Nous restâmes dans la même position tandis que je buvais tranquillement mon thé, à discuter, à nous raconter notre journée. J’autorisai mon esprit à penser à l’impensable ; c’était donc ça une vie de couple où l’on avait quelqu’un à qui parler ou avec qui se frictionner le soir, des bras dans lesquels se blottir pour se réconforter et se réconcilier. Jamais je ne m’étais dit que ça devait être bien. Et puis, des réminiscences de nos années étudiantes m’envahirent ; durant les mois qui avaient précédé son départ, Marc avait passé une grande partie de ses soirées dans mon studio, nous y mangions nos pâtes au thon, assis en tailleur par terre, parlant sans interruption, imaginant notre future vie, refaisant le monde. Combien de fois avait-il fini par s’endormir chez moi ? Les propos d’Alice me revinrent en mémoire une fois de plus : « Tu as toujours été amoureuse de lui. » Les pièces du puzzle commençaient à s’imbriquer les unes dans les autres. Mon boulot m’aurait-il permis de combler le vide béant qu’il avait laissé en partant ? Son absence m’avait fait comprendre à quel point mon existence tournait autour de lui. En dehors de ce que nous partagions tous les deux, le reste du monde ne m’intéressait pas à cette époque. Quand il avait disparu, j’avais eu besoin d’un exutoire. Bertrand, peut-être après avoir senti le futur requin en moi, m’avait ouvert la voie à l’agence, dans le monde du travail. Et j’avais verrouillé mes émotions, refusant de connaître à nouveau ce vide, cette douleur, n’accordant à mon corps que ponctuellement un soulagement dénué de plaisir et de sensualité. Pourquoi fallait-il qu’il réapparaisse dans ma vie au moment précis où grâce à sa disparition mon travail allait payer et où, bientôt je l’espérais, je n’aurais plus de place pour personne ? Plus nous vivrions d’épisodes tendres comme celui-ci, pire ce serait pour moi, plus j’allais me donner et me fragiliser. Mais j’en avais besoin, ça me faisait mal tellement j’avais envie de lui. Je n’avais aucune idée de ce qu’il cherchait avec moi, lui qui se révélait jaloux de mes clients, alors qu’il avait eu une vie toutes ces années, qu’il avait aimé, qu’il était encore marié il y a peu. Ses paroles me revinrent en mémoire ; il voulait fonder une famille, alors que moi je m’en sentais incapable.
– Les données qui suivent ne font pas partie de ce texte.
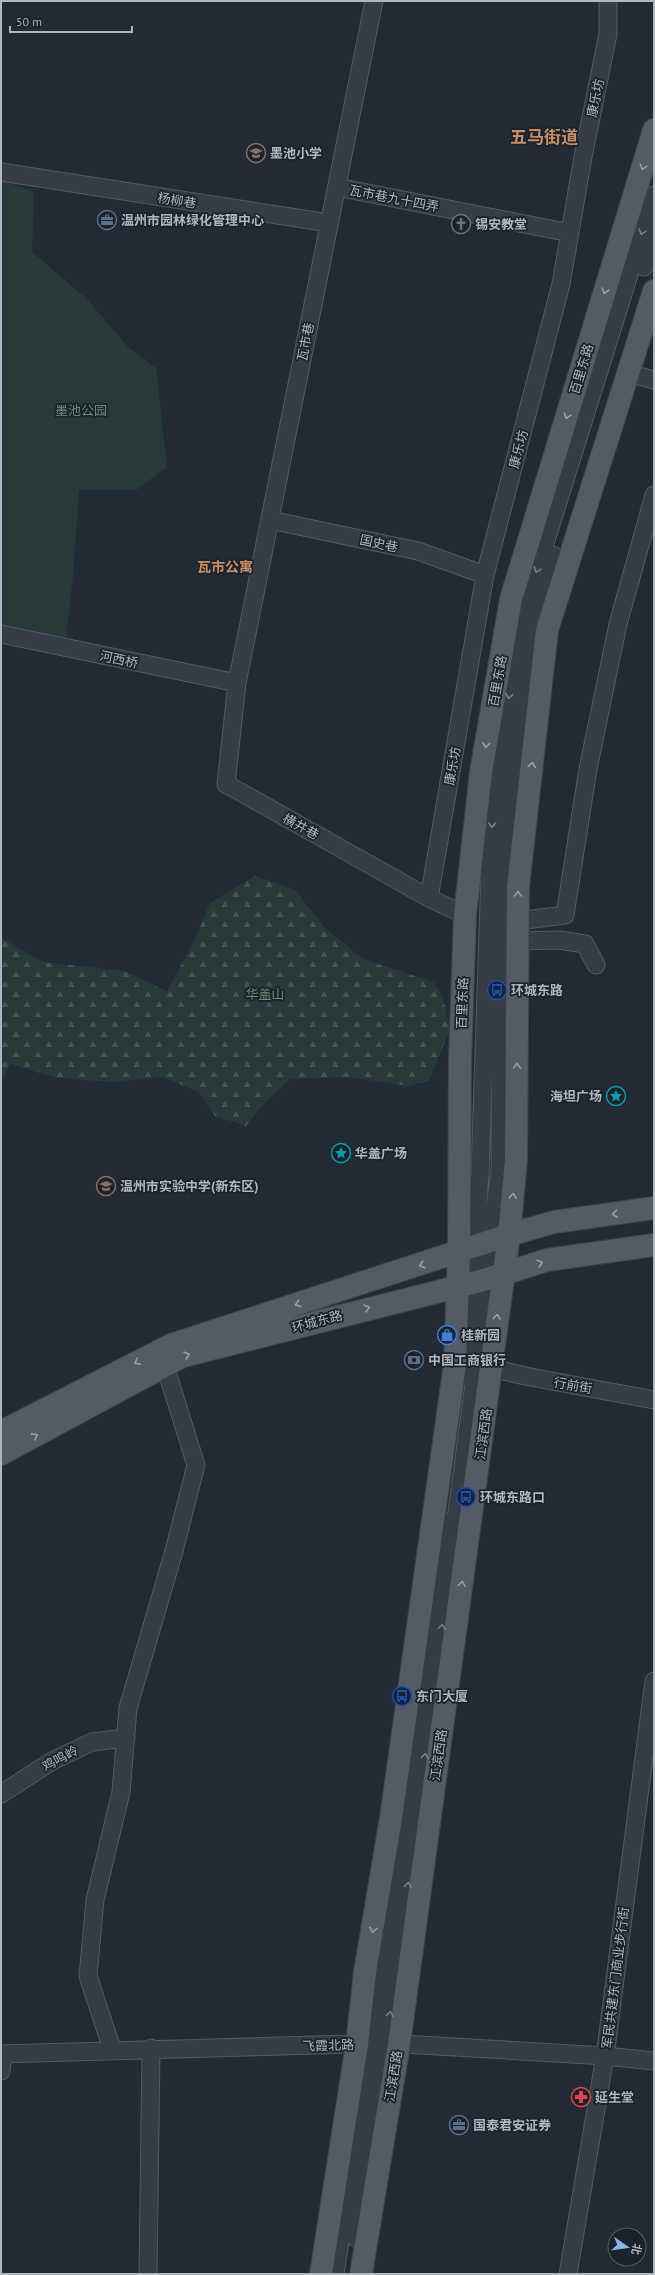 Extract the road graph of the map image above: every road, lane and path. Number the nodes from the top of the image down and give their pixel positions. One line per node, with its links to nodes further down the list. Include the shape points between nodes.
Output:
1 (374, 1): 5 (street, 瓦市巷)
2 (608, 1): 8 (street, 康乐坊, via 608,34)
3 (654, 130): 19 (main road, 百里东路, one-way to 19, via 511,599 482,772)
4 (1, 172): 7 (street, 杨柳巷)
5 (337, 186): 7 (street, 瓦市巷); 8 (street, 瓦市巷九十四弄)
6 (654, 194): 23 (street, one-way to 23, via 523,614 492,810 480,1174)
7 (330, 223): 14 (street, 瓦市巷)
8 (570, 233): 15 (street, 康乐坊, via 561,284)
9 (654, 235): 23 (street, via 583,454 532,627 508,805 502,914 500,1172)
10 (654, 291): 11 (main road)
11 (628, 373): 12 (street); 20 (main road, one-way to 11, via 518,888 547,630)
12 (654, 380)
13 (654, 495): 20 (street, via 618,624 588,769 565,915)
14 (270, 520): 15 (street, 国史巷, via 418,551); 17 (street, 瓦市巷)
15 (485, 575): 18 (street, 康乐坊)
16 (1, 634): 17 (street, 河西桥)
17 (237, 683): 18 (street, 横井巷, via 226,784)
18 (429, 898): 19 (street, 横井巷)
19 (465, 915): 23 (main road, 百里东路, via 460,1060)
20 (517, 931): 21 (street, via 585,944); 23 (main road, one-way to 20, via 516,1160)
21 (596, 965)
22 (654, 1208): 23 (main road, 环城东路, one-way to 23, via 554,1222)
23 (483, 1244): 25 (main road, 江滨西路); 25 (main road, 江滨西路); 29 (main road, 环城东路, one-way to 29, via 171,1345)
24 (654, 1245): 25 (main road, 环城东路, one-way to 24, via 547,1260)
25 (479, 1280): 26 (main road, 环城东路, one-way to 25, via 183,1356); 27 (main road, 江滨西路, one-way to 25); 34 (street, one-way to 25, via 482,1330); 34 (main road, 江滨西路, one-way to 34, via 455,1364 392,1818 365,1972)
26 (164, 1366): 30 (main road, 环城东路, one-way to 26); 32 (street, via 196,1465 128,1708)
27 (492, 1368): 28 (street, 行前街); 34 (main road, 江滨西路, one-way to 27)
28 (654, 1400)
29 (1, 1432)
30 (1, 1454)
31 (654, 1681): 37 (street, 军民共建东门商业步行街)
32 (126, 1738): 33 (street, 鸡鸣岭, via 92,1742 52,1761); 36 (street, via 121,1792 96,1900 88,1976)
33 (1, 1794)
34 (378, 2044): 35 (street, 飞霞北路); 37 (street, 飞霞北路); 41 (main road, 江滨西路); 42 (street); 43 (street); 44 (main road, 江滨西路)
35 (151, 2048): 36 (street, 飞霞北路); 40 (street)
36 (112, 2049): 38 (street, 飞霞北路)
37 (605, 2056): 39 (street, 飞霞北路); 45 (street, 军民共建东门商业步行街)
38 (2, 2059)
39 (654, 2062)
40 (148, 2274)
41 (321, 2274)
42 (335, 2274)
43 (350, 2274)
44 (361, 2274)
45 (568, 2274) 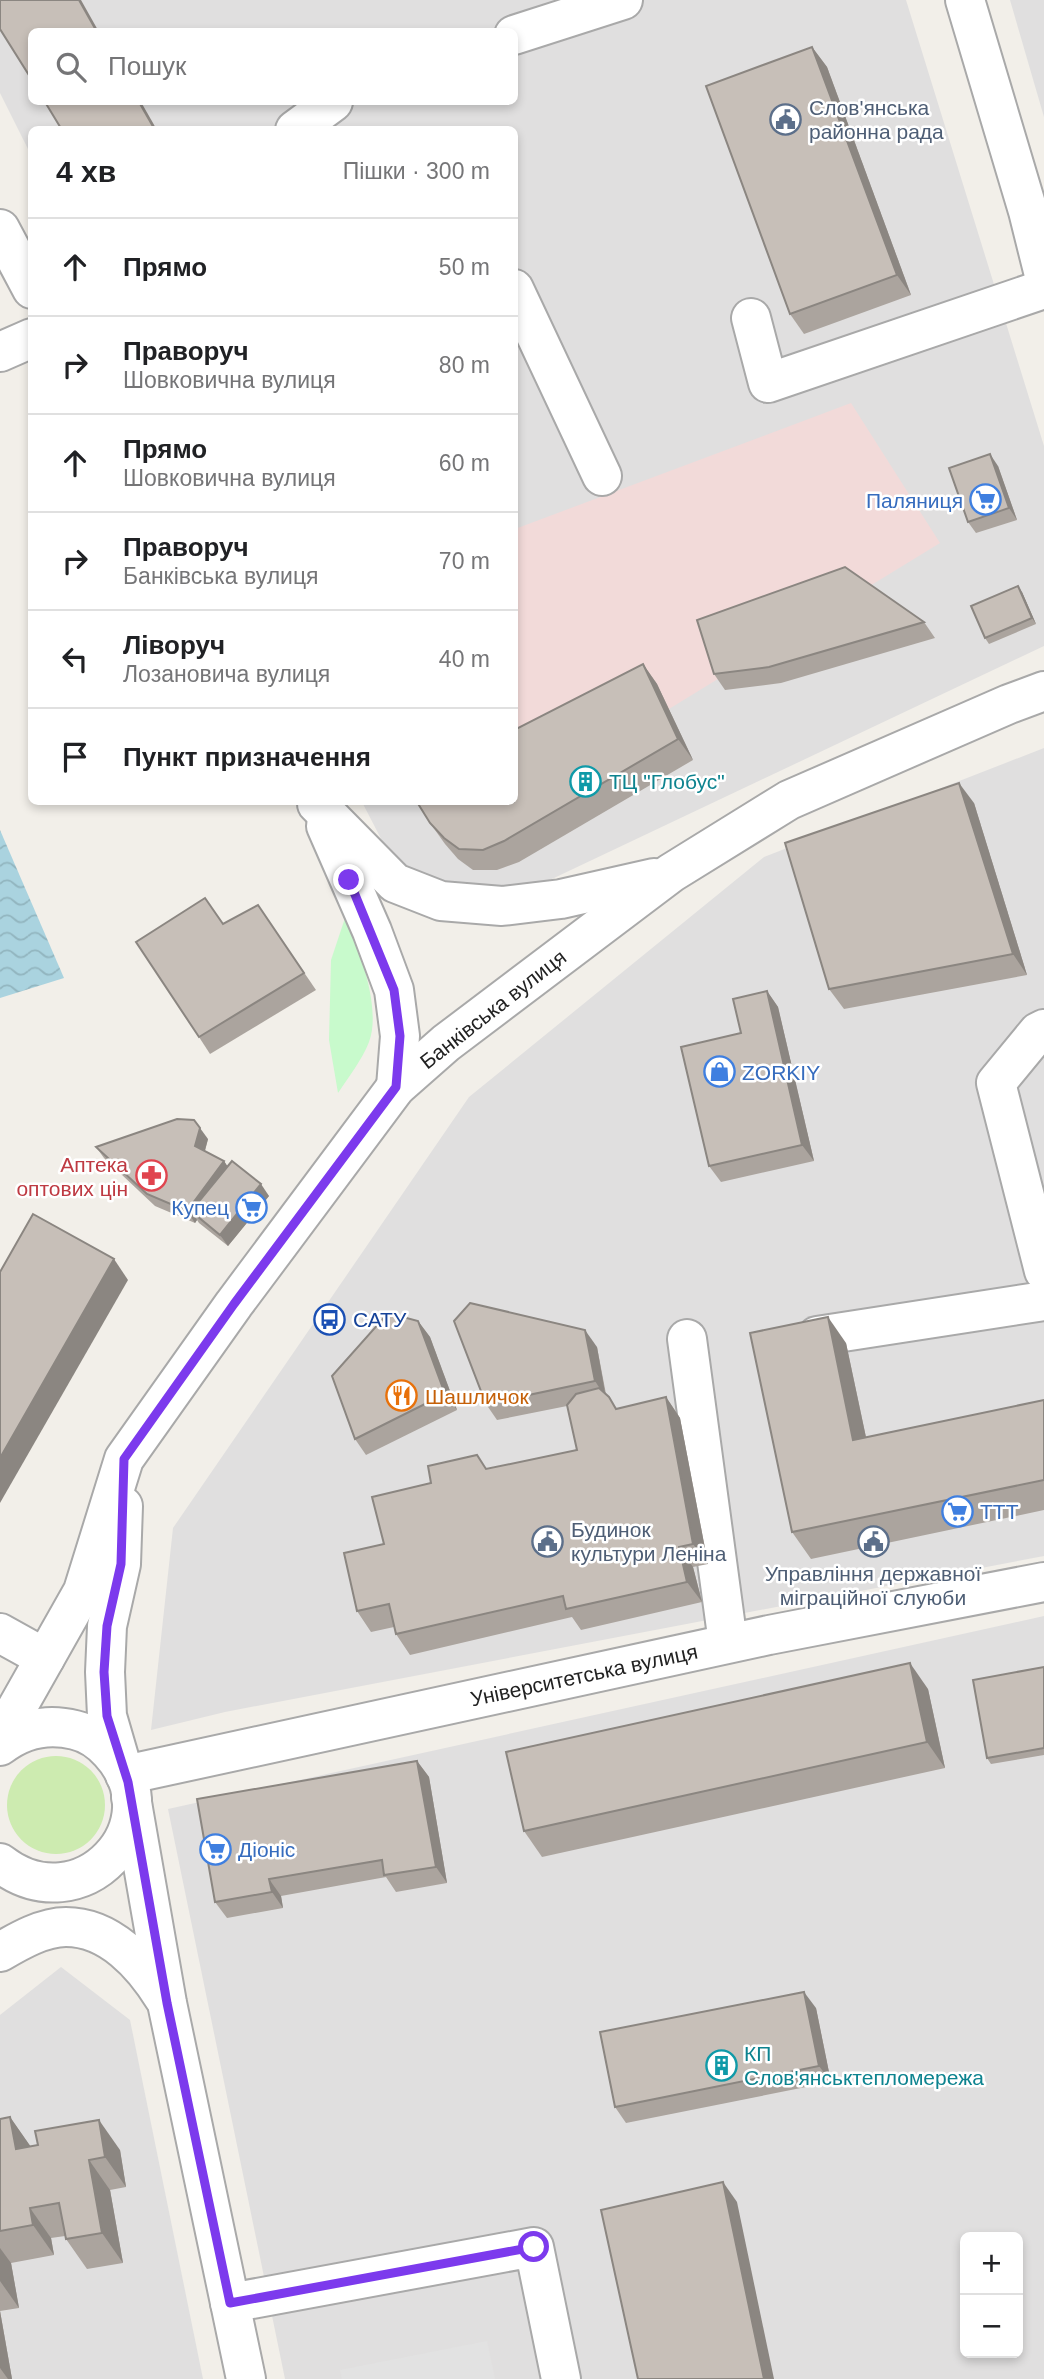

— Tu es avec moi ? l’entendis-je me dire.

— Oui… oui…

Je me relevai, posai ma tasse sur la table basse, et me tournai vers lui ; il me fixait, d’un air heureux, détendu. J’allais profiter de ce qu’il me donnait en essayant de me protéger avec les moyens à ma disposition. Et puis je verrais bien ce qui se passerait. Ne m’avait-il pas dit que nous devions prendre les choses comme elles venaient, sans réfléchir ? Ça voulait bien dire qu’il n’attendait peut-être rien de particulier, rien de plus que ça… En dix ans, j’avais changé, j’étais plus forte. Je m’assis à califourchon sur lui, retirai mon pull et l’embrassai avec tout ce qui bouillonnait en moi.


— Yaël…

Nous nous étions endormis sur le canapé sous une couverture de flanelle. Je n’avais aucune idée de l’heure.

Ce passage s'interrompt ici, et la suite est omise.